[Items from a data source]
*** Block opens ***
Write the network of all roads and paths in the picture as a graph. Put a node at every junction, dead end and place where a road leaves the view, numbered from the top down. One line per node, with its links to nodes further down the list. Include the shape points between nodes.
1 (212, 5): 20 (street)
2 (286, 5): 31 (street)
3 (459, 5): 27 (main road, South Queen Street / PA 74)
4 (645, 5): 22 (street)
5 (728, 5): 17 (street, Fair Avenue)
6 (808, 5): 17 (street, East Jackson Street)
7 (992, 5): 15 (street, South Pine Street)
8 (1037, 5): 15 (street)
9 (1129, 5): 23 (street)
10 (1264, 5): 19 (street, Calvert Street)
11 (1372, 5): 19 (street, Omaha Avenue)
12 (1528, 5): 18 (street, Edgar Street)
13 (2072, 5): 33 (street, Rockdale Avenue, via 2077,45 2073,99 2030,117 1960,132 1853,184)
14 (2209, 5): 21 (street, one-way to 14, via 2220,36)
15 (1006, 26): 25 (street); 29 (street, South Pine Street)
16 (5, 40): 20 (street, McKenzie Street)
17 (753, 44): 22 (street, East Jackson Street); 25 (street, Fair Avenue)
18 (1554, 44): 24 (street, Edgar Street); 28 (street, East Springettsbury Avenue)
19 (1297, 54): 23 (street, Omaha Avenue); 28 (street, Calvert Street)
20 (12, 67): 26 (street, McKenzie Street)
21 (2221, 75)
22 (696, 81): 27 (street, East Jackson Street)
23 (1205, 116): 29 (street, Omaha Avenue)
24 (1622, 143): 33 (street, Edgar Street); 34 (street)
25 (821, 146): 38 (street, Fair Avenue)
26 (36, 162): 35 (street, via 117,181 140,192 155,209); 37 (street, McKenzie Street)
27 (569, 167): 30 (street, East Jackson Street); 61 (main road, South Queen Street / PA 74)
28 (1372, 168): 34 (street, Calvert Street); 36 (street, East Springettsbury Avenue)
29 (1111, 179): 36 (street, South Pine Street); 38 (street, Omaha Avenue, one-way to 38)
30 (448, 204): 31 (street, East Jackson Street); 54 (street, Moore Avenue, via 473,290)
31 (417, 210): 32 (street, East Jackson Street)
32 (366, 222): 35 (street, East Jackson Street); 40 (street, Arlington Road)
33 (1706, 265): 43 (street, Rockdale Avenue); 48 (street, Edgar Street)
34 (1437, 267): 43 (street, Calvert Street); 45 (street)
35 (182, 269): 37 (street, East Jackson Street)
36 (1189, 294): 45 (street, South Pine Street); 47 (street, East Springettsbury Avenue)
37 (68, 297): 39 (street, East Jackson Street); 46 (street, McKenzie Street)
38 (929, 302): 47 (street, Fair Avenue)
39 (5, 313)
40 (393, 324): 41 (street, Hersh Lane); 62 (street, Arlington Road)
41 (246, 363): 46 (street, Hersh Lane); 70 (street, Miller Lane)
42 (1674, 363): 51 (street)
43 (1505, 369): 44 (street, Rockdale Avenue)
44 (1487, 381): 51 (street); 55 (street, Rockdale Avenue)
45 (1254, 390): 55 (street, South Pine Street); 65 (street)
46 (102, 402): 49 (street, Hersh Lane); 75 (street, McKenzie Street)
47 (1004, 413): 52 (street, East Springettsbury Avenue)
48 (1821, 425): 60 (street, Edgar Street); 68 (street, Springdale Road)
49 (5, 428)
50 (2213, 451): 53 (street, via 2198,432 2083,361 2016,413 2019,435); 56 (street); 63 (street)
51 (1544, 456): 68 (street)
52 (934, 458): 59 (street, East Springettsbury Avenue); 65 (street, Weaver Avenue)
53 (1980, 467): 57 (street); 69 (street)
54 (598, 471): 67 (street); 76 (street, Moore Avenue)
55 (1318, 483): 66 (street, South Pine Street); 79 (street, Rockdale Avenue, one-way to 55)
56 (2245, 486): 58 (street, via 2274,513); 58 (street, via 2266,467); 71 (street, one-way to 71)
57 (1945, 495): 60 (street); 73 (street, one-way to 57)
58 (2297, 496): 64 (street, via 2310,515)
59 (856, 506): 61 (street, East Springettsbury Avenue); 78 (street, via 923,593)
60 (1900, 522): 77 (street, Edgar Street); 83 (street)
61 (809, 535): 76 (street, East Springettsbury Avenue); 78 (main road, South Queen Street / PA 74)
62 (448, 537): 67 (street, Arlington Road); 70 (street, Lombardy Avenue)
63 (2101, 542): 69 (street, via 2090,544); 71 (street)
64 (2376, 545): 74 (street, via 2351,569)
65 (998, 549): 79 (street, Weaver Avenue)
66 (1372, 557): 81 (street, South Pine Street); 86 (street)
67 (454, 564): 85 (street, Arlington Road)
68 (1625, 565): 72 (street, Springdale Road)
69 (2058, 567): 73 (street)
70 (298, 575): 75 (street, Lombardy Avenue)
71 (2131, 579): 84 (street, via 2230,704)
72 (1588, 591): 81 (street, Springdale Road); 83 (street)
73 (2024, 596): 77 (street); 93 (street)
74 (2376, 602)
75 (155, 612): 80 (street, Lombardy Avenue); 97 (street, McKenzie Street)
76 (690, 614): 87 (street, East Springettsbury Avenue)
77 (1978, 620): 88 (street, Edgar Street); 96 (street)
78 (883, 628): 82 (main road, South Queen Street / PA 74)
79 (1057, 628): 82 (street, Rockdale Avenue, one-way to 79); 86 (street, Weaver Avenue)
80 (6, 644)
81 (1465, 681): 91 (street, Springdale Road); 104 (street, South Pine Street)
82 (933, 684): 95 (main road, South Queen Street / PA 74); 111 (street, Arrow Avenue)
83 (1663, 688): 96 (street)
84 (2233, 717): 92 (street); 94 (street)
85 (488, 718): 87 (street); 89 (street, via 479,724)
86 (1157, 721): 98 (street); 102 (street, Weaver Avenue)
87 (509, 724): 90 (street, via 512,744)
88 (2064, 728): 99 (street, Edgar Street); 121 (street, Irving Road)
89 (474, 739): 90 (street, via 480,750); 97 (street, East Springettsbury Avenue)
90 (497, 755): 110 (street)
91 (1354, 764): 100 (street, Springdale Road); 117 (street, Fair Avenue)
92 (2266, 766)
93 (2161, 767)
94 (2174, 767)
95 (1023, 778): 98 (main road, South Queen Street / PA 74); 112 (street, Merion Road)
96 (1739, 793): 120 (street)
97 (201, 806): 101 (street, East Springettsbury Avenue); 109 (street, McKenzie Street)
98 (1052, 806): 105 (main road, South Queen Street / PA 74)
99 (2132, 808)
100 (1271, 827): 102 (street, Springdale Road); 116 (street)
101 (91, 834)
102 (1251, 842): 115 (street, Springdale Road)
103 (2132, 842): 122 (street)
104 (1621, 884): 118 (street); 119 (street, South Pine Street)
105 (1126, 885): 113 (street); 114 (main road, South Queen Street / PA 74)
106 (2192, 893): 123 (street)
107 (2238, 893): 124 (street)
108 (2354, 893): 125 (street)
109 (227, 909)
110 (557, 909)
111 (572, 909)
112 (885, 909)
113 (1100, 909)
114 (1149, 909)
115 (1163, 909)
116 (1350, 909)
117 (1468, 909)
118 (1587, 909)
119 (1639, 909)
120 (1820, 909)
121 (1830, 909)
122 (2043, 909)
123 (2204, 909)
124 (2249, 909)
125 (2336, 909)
*** Block closes ***
Exercise:
Restating all of the data exactly is the whole task.

Response area:
Write the network of all roads and paths in the picture as a graph. Put a node at every junction, dead end and place where a road leaves the view, numbered from the top down. One line per node, with its links to nodes further down the list. Include the shape points between nodes.
1 (212, 5): 20 (street)
2 (286, 5): 31 (street)
3 (459, 5): 27 (main road, South Queen Street / PA 74)
4 (645, 5): 22 (street)
5 (728, 5): 17 (street, Fair Avenue)
6 (808, 5): 17 (street, East Jackson Street)
7 (992, 5): 15 (street, South Pine Street)
8 (1037, 5): 15 (street)
9 (1129, 5): 23 (street)
10 (1264, 5): 19 (street, Calvert Street)
11 (1372, 5): 19 (street, Omaha Avenue)
12 (1528, 5): 18 (street, Edgar Street)
13 (2072, 5): 33 (street, Rockdale Avenue, via 2077,45 2073,99 2030,117 1960,132 1853,184)
14 (2209, 5): 21 (street, one-way to 14, via 2220,36)
15 (1006, 26): 25 (street); 29 (street, South Pine Street)
16 (5, 40): 20 (street, McKenzie Street)
17 (753, 44): 22 (street, East Jackson Street); 25 (street, Fair Avenue)
18 (1554, 44): 24 (street, Edgar Street); 28 (street, East Springettsbury Avenue)
19 (1297, 54): 23 (street, Omaha Avenue); 28 (street, Calvert Street)
20 (12, 67): 26 (street, McKenzie Street)
21 (2221, 75)
22 (696, 81): 27 (street, East Jackson Street)
23 (1205, 116): 29 (street, Omaha Avenue)
24 (1622, 143): 33 (street, Edgar Street); 34 (street)
25 (821, 146): 38 (street, Fair Avenue)
26 (36, 162): 35 (street, via 117,181 140,192 155,209); 37 (street, McKenzie Street)
27 (569, 167): 30 (street, East Jackson Street); 61 (main road, South Queen Street / PA 74)
28 (1372, 168): 34 (street, Calvert Street); 36 (street, East Springettsbury Avenue)
29 (1111, 179): 36 (street, South Pine Street); 38 (street, Omaha Avenue, one-way to 38)
30 (448, 204): 31 (street, East Jackson Street); 54 (street, Moore Avenue, via 473,290)
31 (417, 210): 32 (street, East Jackson Street)
32 (366, 222): 35 (street, East Jackson Street); 40 (street, Arlington Road)
33 (1706, 265): 43 (street, Rockdale Avenue); 48 (street, Edgar Street)
34 (1437, 267): 43 (street, Calvert Street); 45 (street)
35 (182, 269): 37 (street, East Jackson Street)
36 (1189, 294): 45 (street, South Pine Street); 47 (street, East Springettsbury Avenue)
37 (68, 297): 39 (street, East Jackson Street); 46 (street, McKenzie Street)
38 (929, 302): 47 (street, Fair Avenue)
39 (5, 313)
40 (393, 324): 41 (street, Hersh Lane); 62 (street, Arlington Road)
41 (246, 363): 46 (street, Hersh Lane); 70 (street, Miller Lane)
42 (1674, 363): 51 (street)
43 (1505, 369): 44 (street, Rockdale Avenue)
44 (1487, 381): 51 (street); 55 (street, Rockdale Avenue)
45 (1254, 390): 55 (street, South Pine Street); 65 (street)
46 (102, 402): 49 (street, Hersh Lane); 75 (street, McKenzie Street)
47 (1004, 413): 52 (street, East Springettsbury Avenue)
48 (1821, 425): 60 (street, Edgar Street); 68 (street, Springdale Road)
49 (5, 428)
50 (2213, 451): 53 (street, via 2198,432 2083,361 2016,413 2019,435); 56 (street); 63 (street)
51 (1544, 456): 68 (street)
52 (934, 458): 59 (street, East Springettsbury Avenue); 65 (street, Weaver Avenue)
53 (1980, 467): 57 (street); 69 (street)
54 (598, 471): 67 (street); 76 (street, Moore Avenue)
55 (1318, 483): 66 (street, South Pine Street); 79 (street, Rockdale Avenue, one-way to 55)
56 (2245, 486): 58 (street, via 2274,513); 58 (street, via 2266,467); 71 (street, one-way to 71)
57 (1945, 495): 60 (street); 73 (street, one-way to 57)
58 (2297, 496): 64 (street, via 2310,515)
59 (856, 506): 61 (street, East Springettsbury Avenue); 78 (street, via 923,593)
60 (1900, 522): 77 (street, Edgar Street); 83 (street)
61 (809, 535): 76 (street, East Springettsbury Avenue); 78 (main road, South Queen Street / PA 74)
62 (448, 537): 67 (street, Arlington Road); 70 (street, Lombardy Avenue)
63 (2101, 542): 69 (street, via 2090,544); 71 (street)
64 (2376, 545): 74 (street, via 2351,569)
65 (998, 549): 79 (street, Weaver Avenue)
66 (1372, 557): 81 (street, South Pine Street); 86 (street)
67 (454, 564): 85 (street, Arlington Road)
68 (1625, 565): 72 (street, Springdale Road)
69 (2058, 567): 73 (street)
70 (298, 575): 75 (street, Lombardy Avenue)
71 (2131, 579): 84 (street, via 2230,704)
72 (1588, 591): 81 (street, Springdale Road); 83 (street)
73 (2024, 596): 77 (street); 93 (street)
74 (2376, 602)
75 (155, 612): 80 (street, Lombardy Avenue); 97 (street, McKenzie Street)
76 (690, 614): 87 (street, East Springettsbury Avenue)
77 (1978, 620): 88 (street, Edgar Street); 96 (street)
78 (883, 628): 82 (main road, South Queen Street / PA 74)
79 (1057, 628): 82 (street, Rockdale Avenue, one-way to 79); 86 (street, Weaver Avenue)
80 (6, 644)
81 (1465, 681): 91 (street, Springdale Road); 104 (street, South Pine Street)
82 (933, 684): 95 (main road, South Queen Street / PA 74); 111 (street, Arrow Avenue)
83 (1663, 688): 96 (street)
84 (2233, 717): 92 (street); 94 (street)
85 (488, 718): 87 (street); 89 (street, via 479,724)
86 (1157, 721): 98 (street); 102 (street, Weaver Avenue)
87 (509, 724): 90 (street, via 512,744)
88 (2064, 728): 99 (street, Edgar Street); 121 (street, Irving Road)
89 (474, 739): 90 (street, via 480,750); 97 (street, East Springettsbury Avenue)
90 (497, 755): 110 (street)
91 (1354, 764): 100 (street, Springdale Road); 117 (street, Fair Avenue)
92 (2266, 766)
93 (2161, 767)
94 (2174, 767)
95 (1023, 778): 98 (main road, South Queen Street / PA 74); 112 (street, Merion Road)
96 (1739, 793): 120 (street)
97 (201, 806): 101 (street, East Springettsbury Avenue); 109 (street, McKenzie Street)
98 (1052, 806): 105 (main road, South Queen Street / PA 74)
99 (2132, 808)
100 (1271, 827): 102 (street, Springdale Road); 116 (street)
101 (91, 834)
102 (1251, 842): 115 (street, Springdale Road)
103 (2132, 842): 122 (street)
104 (1621, 884): 118 (street); 119 (street, South Pine Street)
105 (1126, 885): 113 (street); 114 (main road, South Queen Street / PA 74)
106 (2192, 893): 123 (street)
107 (2238, 893): 124 (street)
108 (2354, 893): 125 (street)
109 (227, 909)
110 (557, 909)
111 (572, 909)
112 (885, 909)
113 (1100, 909)
114 (1149, 909)
115 (1163, 909)
116 (1350, 909)
117 (1468, 909)
118 (1587, 909)
119 (1639, 909)
120 (1820, 909)
121 (1830, 909)
122 (2043, 909)
123 (2204, 909)
124 (2249, 909)
125 (2336, 909)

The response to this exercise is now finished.